How the intervention might work

PRP is used to stimulate the regeneration of damaged tissue and accelerate the process of healing. It contains fibrin (Appendix 1) and high concentrations of growth factors that promote and accelerate both healing (Marlovits 2004), and tissue regeneration (Knighton 1988; Munirah 2007; Robinson 1993).

PRP could be useful in surgical wounds that are at risk of delayed healing and are difficult to cure adequately. PRP could accelerate the healing, shorten the hospital stay and reduce health costs. Shortening healing is important in complex interventions such as coronary bypass, where the surgery is traumatic (Khalafi 2008), or in wounds that heal by secondary intention, such as pilonidal abscesses (Spiridakis 2009). In other surgeries, such as plastic surgery, PRP could improve integrity of the tissue and minimize scarring (Powell 2001). For this reason, PRP is an emerging treatment in tissue engineering and cellular therapy (Bertoldi 2009). Autologous PRP has the added advantage that it poses a low, or null, risk of transmissible diseases or immune reactions.

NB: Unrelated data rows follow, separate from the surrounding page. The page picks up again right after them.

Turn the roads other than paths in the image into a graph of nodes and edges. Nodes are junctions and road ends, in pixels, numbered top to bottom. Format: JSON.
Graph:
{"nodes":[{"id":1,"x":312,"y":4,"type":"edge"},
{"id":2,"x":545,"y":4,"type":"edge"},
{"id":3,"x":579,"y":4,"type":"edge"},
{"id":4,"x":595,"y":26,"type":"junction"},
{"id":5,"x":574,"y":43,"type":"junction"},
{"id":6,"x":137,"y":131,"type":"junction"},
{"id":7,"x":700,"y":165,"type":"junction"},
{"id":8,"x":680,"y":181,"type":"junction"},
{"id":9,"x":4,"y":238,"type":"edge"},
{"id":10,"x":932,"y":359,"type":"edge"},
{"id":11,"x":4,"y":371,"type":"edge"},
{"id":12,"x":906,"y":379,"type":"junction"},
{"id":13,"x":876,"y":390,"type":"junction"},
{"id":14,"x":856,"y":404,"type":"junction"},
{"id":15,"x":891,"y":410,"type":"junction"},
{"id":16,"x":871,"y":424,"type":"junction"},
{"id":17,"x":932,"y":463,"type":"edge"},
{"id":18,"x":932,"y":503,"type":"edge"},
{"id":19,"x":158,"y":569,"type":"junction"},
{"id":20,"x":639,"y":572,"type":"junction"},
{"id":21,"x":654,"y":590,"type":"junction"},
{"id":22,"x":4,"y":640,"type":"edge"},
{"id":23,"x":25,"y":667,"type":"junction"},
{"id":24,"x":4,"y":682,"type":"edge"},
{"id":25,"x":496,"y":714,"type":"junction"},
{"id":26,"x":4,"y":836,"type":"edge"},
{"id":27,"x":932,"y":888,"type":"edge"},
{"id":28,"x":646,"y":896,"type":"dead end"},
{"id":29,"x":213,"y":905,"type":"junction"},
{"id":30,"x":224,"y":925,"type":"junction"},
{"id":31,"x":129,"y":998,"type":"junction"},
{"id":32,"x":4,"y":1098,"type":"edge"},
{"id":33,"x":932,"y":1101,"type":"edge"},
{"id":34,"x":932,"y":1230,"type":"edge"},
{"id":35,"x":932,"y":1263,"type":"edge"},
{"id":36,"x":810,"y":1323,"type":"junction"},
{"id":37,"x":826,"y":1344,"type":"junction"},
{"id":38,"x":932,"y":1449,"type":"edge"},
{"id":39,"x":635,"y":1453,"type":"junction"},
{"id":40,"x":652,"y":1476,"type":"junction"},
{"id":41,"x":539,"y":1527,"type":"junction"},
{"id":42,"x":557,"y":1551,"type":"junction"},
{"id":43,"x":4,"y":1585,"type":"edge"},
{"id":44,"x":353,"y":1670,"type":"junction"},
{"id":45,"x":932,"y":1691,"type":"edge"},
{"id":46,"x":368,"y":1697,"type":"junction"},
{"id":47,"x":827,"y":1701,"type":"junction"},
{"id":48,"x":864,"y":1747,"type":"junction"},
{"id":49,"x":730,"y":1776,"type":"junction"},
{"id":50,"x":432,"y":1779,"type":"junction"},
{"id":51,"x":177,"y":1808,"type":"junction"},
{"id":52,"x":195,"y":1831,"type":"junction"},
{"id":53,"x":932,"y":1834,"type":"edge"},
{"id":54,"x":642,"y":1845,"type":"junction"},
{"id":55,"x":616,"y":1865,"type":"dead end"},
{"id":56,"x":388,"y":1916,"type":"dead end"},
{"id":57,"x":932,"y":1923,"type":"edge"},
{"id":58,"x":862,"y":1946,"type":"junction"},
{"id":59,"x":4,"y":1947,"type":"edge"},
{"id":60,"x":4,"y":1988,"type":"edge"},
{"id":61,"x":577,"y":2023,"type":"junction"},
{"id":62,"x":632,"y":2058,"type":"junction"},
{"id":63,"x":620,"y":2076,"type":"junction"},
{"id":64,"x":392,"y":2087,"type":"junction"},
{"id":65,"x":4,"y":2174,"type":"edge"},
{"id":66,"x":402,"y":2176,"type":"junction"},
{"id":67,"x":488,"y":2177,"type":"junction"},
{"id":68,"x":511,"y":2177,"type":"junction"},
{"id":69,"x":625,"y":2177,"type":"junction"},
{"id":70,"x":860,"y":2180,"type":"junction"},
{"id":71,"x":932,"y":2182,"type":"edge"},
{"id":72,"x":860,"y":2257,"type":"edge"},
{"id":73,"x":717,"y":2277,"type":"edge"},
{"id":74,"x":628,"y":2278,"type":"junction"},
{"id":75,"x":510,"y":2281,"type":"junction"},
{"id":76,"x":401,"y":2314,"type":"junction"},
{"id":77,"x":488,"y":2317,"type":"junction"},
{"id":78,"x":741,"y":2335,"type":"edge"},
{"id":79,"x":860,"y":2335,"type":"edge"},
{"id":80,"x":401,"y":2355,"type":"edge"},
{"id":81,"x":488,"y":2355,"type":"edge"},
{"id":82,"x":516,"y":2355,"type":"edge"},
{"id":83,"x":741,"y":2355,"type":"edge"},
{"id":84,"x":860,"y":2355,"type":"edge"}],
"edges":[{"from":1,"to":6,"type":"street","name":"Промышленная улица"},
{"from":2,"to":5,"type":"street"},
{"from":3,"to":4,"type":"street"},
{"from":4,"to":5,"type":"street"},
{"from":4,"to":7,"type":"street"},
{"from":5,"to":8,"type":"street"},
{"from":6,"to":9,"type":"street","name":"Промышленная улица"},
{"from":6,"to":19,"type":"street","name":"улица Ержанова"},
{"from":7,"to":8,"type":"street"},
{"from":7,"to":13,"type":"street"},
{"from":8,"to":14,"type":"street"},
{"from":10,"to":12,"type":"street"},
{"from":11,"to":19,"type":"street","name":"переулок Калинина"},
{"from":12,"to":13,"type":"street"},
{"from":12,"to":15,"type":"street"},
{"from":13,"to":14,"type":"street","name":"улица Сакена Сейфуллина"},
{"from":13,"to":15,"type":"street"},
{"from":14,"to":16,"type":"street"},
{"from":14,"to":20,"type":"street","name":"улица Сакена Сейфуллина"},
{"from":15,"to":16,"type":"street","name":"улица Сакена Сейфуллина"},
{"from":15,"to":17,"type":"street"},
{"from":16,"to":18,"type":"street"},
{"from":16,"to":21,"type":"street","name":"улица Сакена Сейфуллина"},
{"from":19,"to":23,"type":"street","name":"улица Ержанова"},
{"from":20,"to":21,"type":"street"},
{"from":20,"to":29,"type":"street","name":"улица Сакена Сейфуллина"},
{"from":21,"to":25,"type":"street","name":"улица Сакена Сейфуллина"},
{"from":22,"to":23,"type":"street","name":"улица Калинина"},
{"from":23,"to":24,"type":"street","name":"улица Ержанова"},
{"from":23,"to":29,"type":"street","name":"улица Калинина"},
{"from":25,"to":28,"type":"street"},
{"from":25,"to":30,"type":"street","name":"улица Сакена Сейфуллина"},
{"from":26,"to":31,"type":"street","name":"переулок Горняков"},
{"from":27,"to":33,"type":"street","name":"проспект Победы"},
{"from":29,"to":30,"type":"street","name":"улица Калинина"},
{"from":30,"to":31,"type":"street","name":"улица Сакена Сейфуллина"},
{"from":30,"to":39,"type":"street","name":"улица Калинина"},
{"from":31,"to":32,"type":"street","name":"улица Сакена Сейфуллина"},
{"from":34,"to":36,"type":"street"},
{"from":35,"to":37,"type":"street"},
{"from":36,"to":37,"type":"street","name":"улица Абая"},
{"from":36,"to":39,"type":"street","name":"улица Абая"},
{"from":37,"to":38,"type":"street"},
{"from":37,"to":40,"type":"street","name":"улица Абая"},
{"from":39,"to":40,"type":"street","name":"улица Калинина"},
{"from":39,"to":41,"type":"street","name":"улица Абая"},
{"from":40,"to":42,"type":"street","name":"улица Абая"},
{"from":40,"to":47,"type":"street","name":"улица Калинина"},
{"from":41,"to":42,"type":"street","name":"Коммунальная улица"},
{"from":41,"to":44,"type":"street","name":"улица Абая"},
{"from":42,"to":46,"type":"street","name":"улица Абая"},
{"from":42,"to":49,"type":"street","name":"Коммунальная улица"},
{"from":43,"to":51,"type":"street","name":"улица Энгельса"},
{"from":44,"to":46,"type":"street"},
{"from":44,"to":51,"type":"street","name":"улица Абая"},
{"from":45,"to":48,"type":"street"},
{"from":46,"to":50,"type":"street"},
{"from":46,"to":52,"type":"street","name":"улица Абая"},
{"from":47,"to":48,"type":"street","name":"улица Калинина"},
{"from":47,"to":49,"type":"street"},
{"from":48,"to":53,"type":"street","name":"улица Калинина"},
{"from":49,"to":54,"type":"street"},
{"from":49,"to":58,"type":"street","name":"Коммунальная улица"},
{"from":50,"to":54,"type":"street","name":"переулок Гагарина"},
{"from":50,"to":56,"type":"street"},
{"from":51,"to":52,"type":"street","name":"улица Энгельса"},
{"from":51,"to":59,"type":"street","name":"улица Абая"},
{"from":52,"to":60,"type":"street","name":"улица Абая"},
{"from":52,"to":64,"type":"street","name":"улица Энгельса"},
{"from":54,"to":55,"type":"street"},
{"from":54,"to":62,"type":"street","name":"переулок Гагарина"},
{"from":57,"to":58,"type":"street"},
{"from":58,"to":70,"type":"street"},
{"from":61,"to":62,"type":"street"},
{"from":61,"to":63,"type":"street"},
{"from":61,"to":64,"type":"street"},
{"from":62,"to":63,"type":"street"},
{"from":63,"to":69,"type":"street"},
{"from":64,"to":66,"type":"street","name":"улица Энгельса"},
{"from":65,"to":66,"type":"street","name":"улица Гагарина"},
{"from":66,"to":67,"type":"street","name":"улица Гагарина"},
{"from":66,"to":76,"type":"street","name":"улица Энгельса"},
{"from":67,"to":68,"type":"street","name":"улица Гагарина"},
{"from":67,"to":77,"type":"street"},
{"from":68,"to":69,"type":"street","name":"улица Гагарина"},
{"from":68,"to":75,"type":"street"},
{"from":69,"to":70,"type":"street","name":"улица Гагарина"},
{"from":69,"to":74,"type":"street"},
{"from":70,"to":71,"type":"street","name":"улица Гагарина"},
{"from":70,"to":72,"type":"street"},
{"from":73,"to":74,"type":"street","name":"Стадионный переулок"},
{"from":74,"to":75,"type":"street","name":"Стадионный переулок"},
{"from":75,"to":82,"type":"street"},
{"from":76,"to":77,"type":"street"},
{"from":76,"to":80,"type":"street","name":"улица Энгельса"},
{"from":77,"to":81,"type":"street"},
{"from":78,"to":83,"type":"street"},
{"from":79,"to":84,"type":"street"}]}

Why it is important to do this review

The use of autologous PRP is increasing in surgical interventions. It is, therefore, important to examine the research evidence behind this technology thoroughly to determine risks and benefits. Many  clinical trials are currently assessing PRP treatment. Most are conducted in the field of traumatology - in bone, muscle and tendon injuries - but others are also underway in other surgical pathologies such as pilonidal abscesses.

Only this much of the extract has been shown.